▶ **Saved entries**
++++++++++++++++++++

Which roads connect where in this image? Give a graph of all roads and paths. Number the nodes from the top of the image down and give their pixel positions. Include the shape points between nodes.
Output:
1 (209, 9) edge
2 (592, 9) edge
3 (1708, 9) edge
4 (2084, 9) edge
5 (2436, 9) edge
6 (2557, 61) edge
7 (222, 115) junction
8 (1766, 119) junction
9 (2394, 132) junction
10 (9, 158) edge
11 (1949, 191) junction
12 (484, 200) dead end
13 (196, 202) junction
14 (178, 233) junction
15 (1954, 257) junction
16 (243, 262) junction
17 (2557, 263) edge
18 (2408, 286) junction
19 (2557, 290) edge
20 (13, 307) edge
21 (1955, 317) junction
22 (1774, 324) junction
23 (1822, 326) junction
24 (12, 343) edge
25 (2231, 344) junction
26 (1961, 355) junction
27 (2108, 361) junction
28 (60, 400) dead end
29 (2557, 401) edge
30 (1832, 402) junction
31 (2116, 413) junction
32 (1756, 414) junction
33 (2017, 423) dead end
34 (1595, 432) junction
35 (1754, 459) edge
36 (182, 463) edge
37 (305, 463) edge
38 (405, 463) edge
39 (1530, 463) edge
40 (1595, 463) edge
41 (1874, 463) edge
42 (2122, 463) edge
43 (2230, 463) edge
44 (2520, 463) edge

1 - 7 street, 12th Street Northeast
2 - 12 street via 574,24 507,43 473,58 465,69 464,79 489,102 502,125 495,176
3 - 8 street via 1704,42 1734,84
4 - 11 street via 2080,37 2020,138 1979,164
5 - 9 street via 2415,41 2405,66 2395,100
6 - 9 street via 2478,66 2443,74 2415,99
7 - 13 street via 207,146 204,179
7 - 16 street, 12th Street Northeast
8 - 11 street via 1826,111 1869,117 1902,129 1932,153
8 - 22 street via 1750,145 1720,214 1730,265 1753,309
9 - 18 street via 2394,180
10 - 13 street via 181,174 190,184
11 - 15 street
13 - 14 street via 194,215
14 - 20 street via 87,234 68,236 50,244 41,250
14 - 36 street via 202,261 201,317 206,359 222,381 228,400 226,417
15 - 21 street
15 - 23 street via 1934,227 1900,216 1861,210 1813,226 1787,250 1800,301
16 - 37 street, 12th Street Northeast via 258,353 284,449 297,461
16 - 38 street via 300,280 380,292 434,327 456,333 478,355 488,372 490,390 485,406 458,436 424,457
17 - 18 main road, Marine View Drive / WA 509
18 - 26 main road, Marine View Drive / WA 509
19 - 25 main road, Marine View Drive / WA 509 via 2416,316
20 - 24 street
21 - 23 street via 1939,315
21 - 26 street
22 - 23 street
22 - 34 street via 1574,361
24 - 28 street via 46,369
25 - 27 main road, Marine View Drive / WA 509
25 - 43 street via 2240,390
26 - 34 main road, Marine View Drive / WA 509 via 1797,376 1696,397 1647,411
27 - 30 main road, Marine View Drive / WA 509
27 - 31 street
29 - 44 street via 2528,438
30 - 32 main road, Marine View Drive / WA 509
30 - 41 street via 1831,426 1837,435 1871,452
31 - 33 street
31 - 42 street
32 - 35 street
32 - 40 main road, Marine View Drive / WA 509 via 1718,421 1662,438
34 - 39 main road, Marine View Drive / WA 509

++++++++++++++++++++

▶ **HOW TO COMPLETE THIS TASK**
Say, as a bare number, how many lines in the entries above include the string "View".

▶ **RESULT**
9